Un livre que je n'aime pas
J’avance laborieusement dans
la lecture de « Train de nuit pour Lisbonne » de Pascal Mercier.
Je n’accroche pas sur ce
bouquin que pourtant beaucoup ont apprécié. Ça m’ennuie de dire ça, parce que
c’est un livre estimable, écrit avec soin, dont le sujet est intéressant et qui
regorge d’idées ou de formules qui font penser. Mais ça ne passe pas et
j’essaie de voir ici pourquoi.
Le récit est l’histoire de
Raimund Grégorius un professeur suisse de lettres anciennes, un homme
exclusivement, caricaturalement, homme de tête et homme de livres (« celui
que ses collègues haineux appelaient papyrus parce qu’il avait plus vécu dans
les vieux livres que dans la vie ») qui ressent après une rencontre
mystérieuse un appel irrésistible vers une autre vie. Pour y répondre il
abandonne brutalement ses étudiants, ses collègues, ses livres, bref tout ce
qui faisait sa vie et se rend à Lisbonne à la poursuite de Prado, un médecin et
écrivain portugais mort depuis longtemps. Il mène son enquête en rencontrant
des personnes qui ont connu Prado et en méditant à partir d’extraits de son
œuvre. Il fait ainsi progressivement sortir des limbes un personnage qui lui
apparaît comme une sorte de maître qui lui serait destiné, et comme une image
de ce qui aurait pu être une potentialité de sa propre vie.
J’ai l’impression que le
récit suit un schéma trop simple et c’est ça qui m’ennuie. On assiste à une
sorte de voyage initiatique sans véritable surprise. Bien sûr chaque nouvelle
rencontre fait découvrir des aspects insoupçonnés de Prado mais on sait qu’il
va en être ainsi de rencontre en rencontre.
Quant à Grégorius beaucoup
de ses caractéristiques sont un peu caricaturales et les effets de l’initiation
paraissent téléphonés : ainsi portait-il de grosses lunettes inélégantes,
à peine arrivé à Lisbonne, il rencontre une opticienne qui lui fournit de
nouvelles lunettes légères qui modifient sa physionomie, il portait des
« nippes usées et déformées », le voici poussé par on ne sait quelle
impulsion à aller se choisir un joli costume dans un magasin.
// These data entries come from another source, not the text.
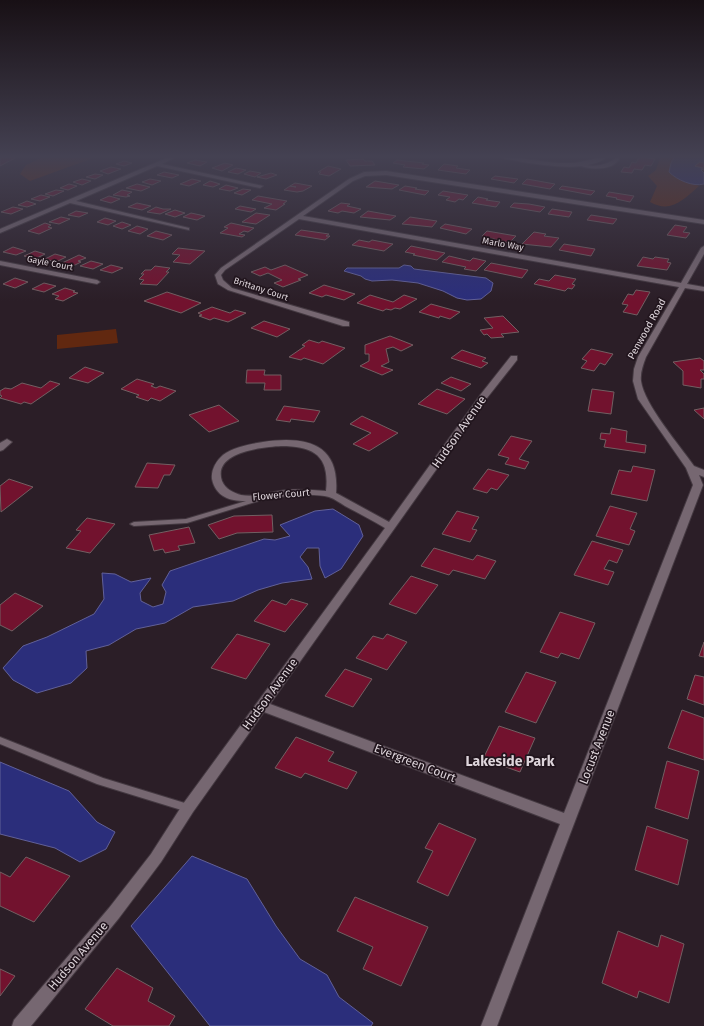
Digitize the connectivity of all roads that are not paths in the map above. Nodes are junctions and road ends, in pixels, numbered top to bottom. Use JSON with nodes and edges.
{"nodes":[{"id":1,"x":60,"y":205,"type":"edge"},
{"id":2,"x":85,"y":205,"type":"edge"},
{"id":3,"x":316,"y":205,"type":"edge"},
{"id":4,"x":593,"y":205,"type":"edge"},
{"id":5,"x":298,"y":217,"type":"junction"},
{"id":6,"x":704,"y":222,"type":"edge"},
{"id":7,"x":187,"y":230,"type":"dead end"},
{"id":8,"x":0,"y":231,"type":"edge"},
{"id":9,"x":704,"y":248,"type":"edge"},
{"id":10,"x":0,"y":263,"type":"edge"},
{"id":11,"x":97,"y":282,"type":"dead end"},
{"id":12,"x":684,"y":285,"type":"junction"},
{"id":13,"x":704,"y":289,"type":"edge"},
{"id":14,"x":346,"y":324,"type":"dead end"},
{"id":15,"x":514,"y":358,"type":"dead end"},
{"id":16,"x":691,"y":468,"type":"junction"},
{"id":17,"x":704,"y":474,"type":"edge"},
{"id":18,"x":332,"y":494,"type":"junction"},
{"id":19,"x":264,"y":498,"type":"junction"},
{"id":20,"x":134,"y":524,"type":"dead end"},
{"id":21,"x":391,"y":527,"type":"junction"},
{"id":22,"x":262,"y":706,"type":"junction"},
{"id":23,"x":0,"y":740,"type":"edge"},
{"id":24,"x":188,"y":808,"type":"junction"},
{"id":25,"x":569,"y":821,"type":"junction"},
{"id":26,"x":20,"y":1026,"type":"edge"},
{"id":27,"x":489,"y":1026,"type":"edge"}],
"edges":[{"from":1,"to":8,"type":"street"},
{"from":2,"to":7,"type":"street"},
{"from":3,"to":5,"type":"street","name":"Brittany Court"},
{"from":4,"to":6,"type":"street","name":"Brittany Court"},
{"from":5,"to":12,"type":"street","name":"Marlo Way"},
{"from":5,"to":14,"type":"street","name":"Brittany Court"},
{"from":9,"to":12,"type":"street","name":"Penwood Road"},
{"from":10,"to":11,"type":"street","name":"Gayle Court"},
{"from":12,"to":13,"type":"street","name":"Marlo Way"},
{"from":12,"to":16,"type":"street","name":"Penwood Road"},
{"from":15,"to":21,"type":"street","name":"Hudson Avenue"},
{"from":16,"to":17,"type":"street","name":"Penwood Road"},
{"from":16,"to":25,"type":"street","name":"Locust Avenue"},
{"from":18,"to":19,"type":"street","name":"Flower Court"},
{"from":18,"to":19,"type":"street","name":"Flower Court"},
{"from":18,"to":21,"type":"street","name":"Flower Court"},
{"from":19,"to":20,"type":"lane"},
{"from":21,"to":22,"type":"street","name":"Hudson Avenue"},
{"from":22,"to":24,"type":"street","name":"Hudson Avenue"},
{"from":22,"to":25,"type":"street","name":"Evergreen Court"},
{"from":23,"to":24,"type":"lane"},
{"from":24,"to":26,"type":"street","name":"Hudson Avenue"},
{"from":25,"to":27,"type":"street","name":"Locust Avenue"}]}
Le récit apparaît donc comme
trop démonstratif. Est-ce parce que c’est un livre de philosophe et pas un
livre d’écrivain, qu’il est construit à partir d’une idée et pas à partir du
chatoiement de la vie ?
Je tiens à le terminer
pourtant. J’aurais des scrupules à ne pas aller au bout, à la fois par respect
pour le travail de l’auteur et parce que j’espère toujours que finalement les
choses vont se mettre en place et que je vais finir par pouvoir dire :
« quand même c’est rudement bien ». Mais là , au point où j’en suis,
à plus de la moitié du pavé j’ai vraiment des doutes.
J’ai vu cet après-midi
« Villa Amalia ». c’est aussi l’histoire de quelqu'un qui sort de sa
vie, d’une façon différente mais encore plus radicale que Gregorius. J’avais
bien aimé le livre de Quignard, le film de Jacquot m’a impressionné même s’il
n’est pas très facile d’y entrer, notamment pendant toute la première partie.
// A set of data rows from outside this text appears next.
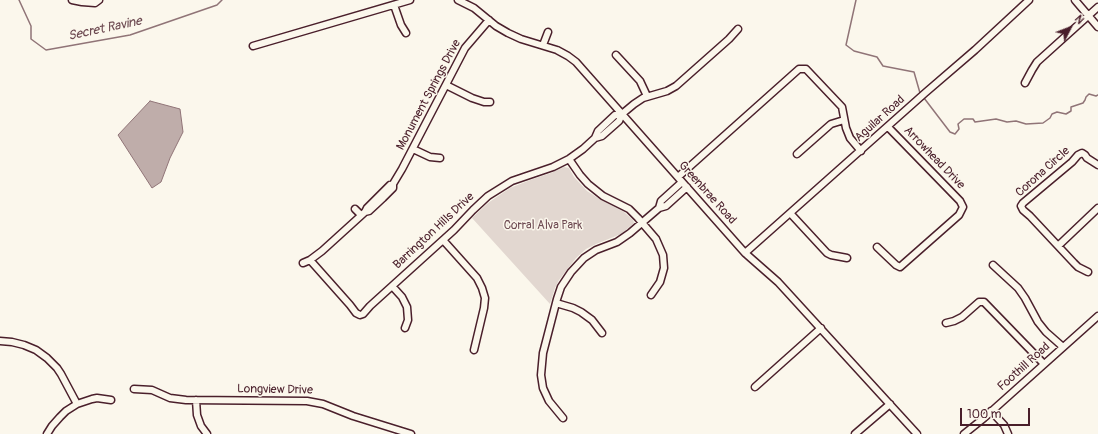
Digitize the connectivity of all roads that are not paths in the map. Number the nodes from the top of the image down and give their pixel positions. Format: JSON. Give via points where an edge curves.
{"nodes":[{"id":1,"x":72,"y":0,"type":"edge"},
{"id":2,"x":100,"y":0,"type":"edge"},
{"id":3,"x":410,"y":0,"type":"edge"},
{"id":4,"x":458,"y":0,"type":"edge"},
{"id":5,"x":1029,"y":0,"type":"edge"},
{"id":6,"x":1075,"y":0,"type":"edge"},
{"id":7,"x":394,"y":5,"type":"junction"},
{"id":8,"x":1098,"y":7,"type":"edge"},
{"id":9,"x":1088,"y":16,"type":"junction"},
{"id":10,"x":489,"y":20,"type":"junction"},
{"id":11,"x":1098,"y":27,"type":"edge"},
{"id":12,"x":738,"y":29,"type":"dead end"},
{"id":13,"x":548,"y":32,"type":"dead end"},
{"id":14,"x":406,"y":33,"type":"dead end"},
{"id":15,"x":543,"y":45,"type":"junction"},
{"id":16,"x":253,"y":46,"type":"dead end"},
{"id":17,"x":616,"y":55,"type":"dead end"},
{"id":18,"x":1025,"y":83,"type":"dead end"},
{"id":19,"x":446,"y":85,"type":"junction"},
{"id":20,"x":647,"y":96,"type":"junction"},
{"id":21,"x":490,"y":102,"type":"dead end"},
{"id":22,"x":622,"y":114,"type":"junction"},
{"id":23,"x":844,"y":120,"type":"junction"},
{"id":24,"x":888,"y":127,"type":"junction"},
{"id":25,"x":413,"y":149,"type":"junction"},
{"id":26,"x":861,"y":151,"type":"junction"},
{"id":27,"x":797,"y":154,"type":"dead end"},
{"id":28,"x":440,"y":158,"type":"dead end"},
{"id":29,"x":569,"y":159,"type":"junction"},
{"id":30,"x":1098,"y":165,"type":"edge"},
{"id":31,"x":680,"y":180,"type":"junction"},
{"id":32,"x":687,"y":187,"type":"junction"},
{"id":33,"x":659,"y":208,"type":"junction"},
{"id":34,"x":1098,"y":208,"type":"edge"},
{"id":35,"x":356,"y":209,"type":"dead end"},
{"id":36,"x":790,"y":213,"type":"junction"},
{"id":37,"x":363,"y":214,"type":"junction"},
{"id":38,"x":642,"y":223,"type":"junction"},
{"id":39,"x":443,"y":240,"type":"junction"},
{"id":40,"x":1058,"y":246,"type":"junction"},
{"id":41,"x":877,"y":247,"type":"dead end"},
{"id":42,"x":745,"y":253,"type":"junction"},
{"id":43,"x":847,"y":258,"type":"dead end"},
{"id":44,"x":310,"y":260,"type":"junction"},
{"id":45,"x":303,"y":263,"type":"dead end"},
{"id":46,"x":993,"y":265,"type":"dead end"},
{"id":47,"x":1088,"y":272,"type":"dead end"},
{"id":48,"x":392,"y":286,"type":"junction"},
{"id":49,"x":651,"y":295,"type":"dead end"},
{"id":50,"x":556,"y":303,"type":"junction"},
{"id":51,"x":1098,"y":316,"type":"edge"},
{"id":52,"x":946,"y":324,"type":"dead end"},
{"id":53,"x":405,"y":328,"type":"dead end"},
{"id":54,"x":821,"y":328,"type":"junction"},
{"id":55,"x":602,"y":333,"type":"dead end"},
{"id":56,"x":0,"y":341,"type":"edge"},
{"id":57,"x":1063,"y":348,"type":"junction"},
{"id":58,"x":474,"y":350,"type":"dead end"},
{"id":59,"x":1044,"y":364,"type":"junction"},
{"id":60,"x":755,"y":387,"type":"dead end"},
{"id":61,"x":134,"y":389,"type":"dead end"},
{"id":62,"x":111,"y":400,"type":"dead end"},
{"id":63,"x":196,"y":400,"type":"junction"},
{"id":64,"x":78,"y":404,"type":"junction"},
{"id":65,"x":890,"y":404,"type":"junction"},
{"id":66,"x":991,"y":411,"type":"junction"},
{"id":67,"x":563,"y":418,"type":"dead end"},
{"id":68,"x":388,"y":427,"type":"junction"},
{"id":69,"x":47,"y":434,"type":"edge"},
{"id":70,"x":207,"y":434,"type":"edge"},
{"id":71,"x":385,"y":434,"type":"edge"},
{"id":72,"x":411,"y":434,"type":"edge"},
{"id":73,"x":855,"y":434,"type":"edge"},
{"id":74,"x":917,"y":434,"type":"edge"},
{"id":75,"x":964,"y":434,"type":"edge"},
{"id":76,"x":1008,"y":434,"type":"edge"}],
"edges":[{"from":1,"to":2,"type":"street","via":[[95,3]]},
{"from":3,"to":7,"type":"street"},
{"from":4,"to":10,"type":"street","name":"Greenbrae Road"},
{"from":5,"to":24,"type":"street","name":"Aguilar Road"},
{"from":6,"to":9,"type":"street"},
{"from":7,"to":14,"type":"street"},
{"from":7,"to":16,"type":"street"},
{"from":8,"to":9,"type":"street"},
{"from":9,"to":11,"type":"street"},
{"from":9,"to":18,"type":"street","via":[[1038,62]]},
{"from":10,"to":15,"type":"street","name":"Greenbrae Road","via":[[508,34]]},
{"from":10,"to":19,"type":"street","name":"Monument Springs Drive","via":[[465,48]]},
{"from":12,"to":20,"type":"street","name":"Barrington Hills Drive","via":[[729,40],[676,86]]},
{"from":13,"to":15,"type":"street"},
{"from":15,"to":22,"type":"street","name":"Greenbrae Road","via":[[561,52],[576,62]]},
{"from":17,"to":20,"type":"street","via":[[640,81]]},
{"from":19,"to":21,"type":"street","via":[[472,98]]},
{"from":19,"to":25,"type":"street","name":"Monument Springs Drive"},
{"from":20,"to":22,"type":"street","name":"Barrington Hills Drive"},
{"from":22,"to":29,"type":"street","name":"Barrington Hills Drive","via":[[615,115],[598,131],[595,138]]},
{"from":22,"to":31,"type":"street","name":"Greenbrae Road"},
{"from":23,"to":26,"type":"street","via":[[850,138]]},
{"from":23,"to":27,"type":"street","via":[[830,124]]},
{"from":23,"to":31,"type":"street","via":[[842,107],[806,69],[799,69]]},
{"from":24,"to":26,"type":"street","name":"Aguilar Road"},
{"from":24,"to":41,"type":"street","name":"Arrowhead Drive","via":[[963,207],[959,215],[900,267]]},
{"from":25,"to":28,"type":"street","via":[[430,157]]},
{"from":25,"to":37,"type":"street","name":"Monument Springs Drive","via":[[392,188]]},
{"from":26,"to":36,"type":"street","name":"Aguilar Road"},
{"from":29,"to":38,"type":"street","via":[[593,188],[629,209]]},
{"from":29,"to":39,"type":"street","name":"Barrington Hills Drive","via":[[500,188],[479,203]]},
{"from":30,"to":40,"type":"street","name":"Corona Circle","via":[[1082,153],[1078,155],[1021,206]]},
{"from":31,"to":32,"type":"street","name":"Greenbrae Road"},
{"from":31,"to":33,"type":"street","via":[[661,201]]},
{"from":32,"to":33,"type":"street","via":[[666,206]]},
{"from":32,"to":42,"type":"street","name":"Greenbrae Road"},
{"from":33,"to":38,"type":"street"},
{"from":34,"to":40,"type":"street"},
{"from":35,"to":37,"type":"street"},
{"from":36,"to":42,"type":"street","name":"Aguilar Road"},
{"from":36,"to":43,"type":"street","via":[[827,253]]},
{"from":37,"to":44,"type":"street","name":"Monument Springs Drive"},
{"from":38,"to":49,"type":"street","via":[[660,244],[664,261],[663,275]]},
{"from":38,"to":50,"type":"street","via":[[624,238],[584,258],[565,280]]},
{"from":39,"to":48,"type":"street","name":"Barrington Hills Drive"},
{"from":39,"to":58,"type":"street","via":[[477,278],[485,298]]},
{"from":40,"to":47,"type":"street","name":"Corona Circle","via":[[1078,267]]},
{"from":42,"to":54,"type":"street","name":"Greenbrae Road","via":[[773,277]]},
{"from":44,"to":45,"type":"street","name":"Monument Springs Drive"},
{"from":44,"to":48,"type":"street","name":"Barrington Hills Drive","via":[[360,315]]},
{"from":46,"to":57,"type":"street","via":[[1018,288],[1038,322]]},
{"from":48,"to":53,"type":"street","via":[[402,296],[407,307],[408,320]]},
{"from":50,"to":55,"type":"street","via":[[585,315]]},
{"from":50,"to":67,"type":"street","via":[[541,361],[541,375],[549,401]]},
{"from":51,"to":57,"type":"street","name":"Foothill Road"},
{"from":52,"to":59,"type":"street","via":[[962,317],[979,302],[984,302]]},
{"from":54,"to":60,"type":"street"},
{"from":54,"to":65,"type":"street","name":"Greenbrae Road"},
{"from":56,"to":64,"type":"street","via":[[24,345],[47,358],[61,374]]},
{"from":57,"to":59,"type":"street","name":"Foothill Road"},
{"from":59,"to":66,"type":"street","name":"Foothill Road"},
{"from":61,"to":63,"type":"street","name":"Longview Drive","via":[[152,390],[175,399]]},
{"from":62,"to":64,"type":"street","via":[[97,398]]},
{"from":63,"to":68,"type":"street","name":"Longview Drive","via":[[307,401],[323,404]]},
{"from":63,"to":70,"type":"street","via":[[197,415]]},
{"from":64,"to":69,"type":"street","via":[[66,411]]},
{"from":65,"to":73,"type":"street"},
{"from":65,"to":74,"type":"street","name":"Greenbrae Road"},
{"from":66,"to":75,"type":"street","name":"Foothill Road"},
{"from":66,"to":76,"type":"street","via":[[1004,425]]},
{"from":68,"to":71,"type":"street"},
{"from":68,"to":72,"type":"street","name":"Longview Drive"}]}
Huppert est étonnante, par la variété et l’incarnation de son jeu, par les
métamorphoses de son corps et de son visage. Par moments elle paraît juvénile,
à d’autres elle fait presque vieille femme, c’est très troublant. Pour le
spectateur qui se laisse prendre, tout passe par l’émotion, pas par
l’intellect, et l’émotion surgit des sensations que provoquent les visages, les
images, le sons.
Ce dont parle de façon un
peu trop démonstrative Pascal Mercier à travers son personnage de Gregorius, la
tentative de chercher l’autre en soi, de déployer les autres sois que chacun
porte en lui même, les vies rêvées et non vécues, n’est ce pas au fond le sujet
de beaucoup d’œuvres de fiction, pour ne pas dire de toutes.
En tout cas, puisque je m’en
vais en voyage je mets ce bouquin dans mes bagages, je le finis et reviens vous
dire mon impression finale si jamais elle devait changer. Pour l’instant je
m’efface et m’en vais profiter moi aussi de quelques jours d’ailleurs, mais
d’une façon toute pépère, en chambre d’hôtes et chez le fiston.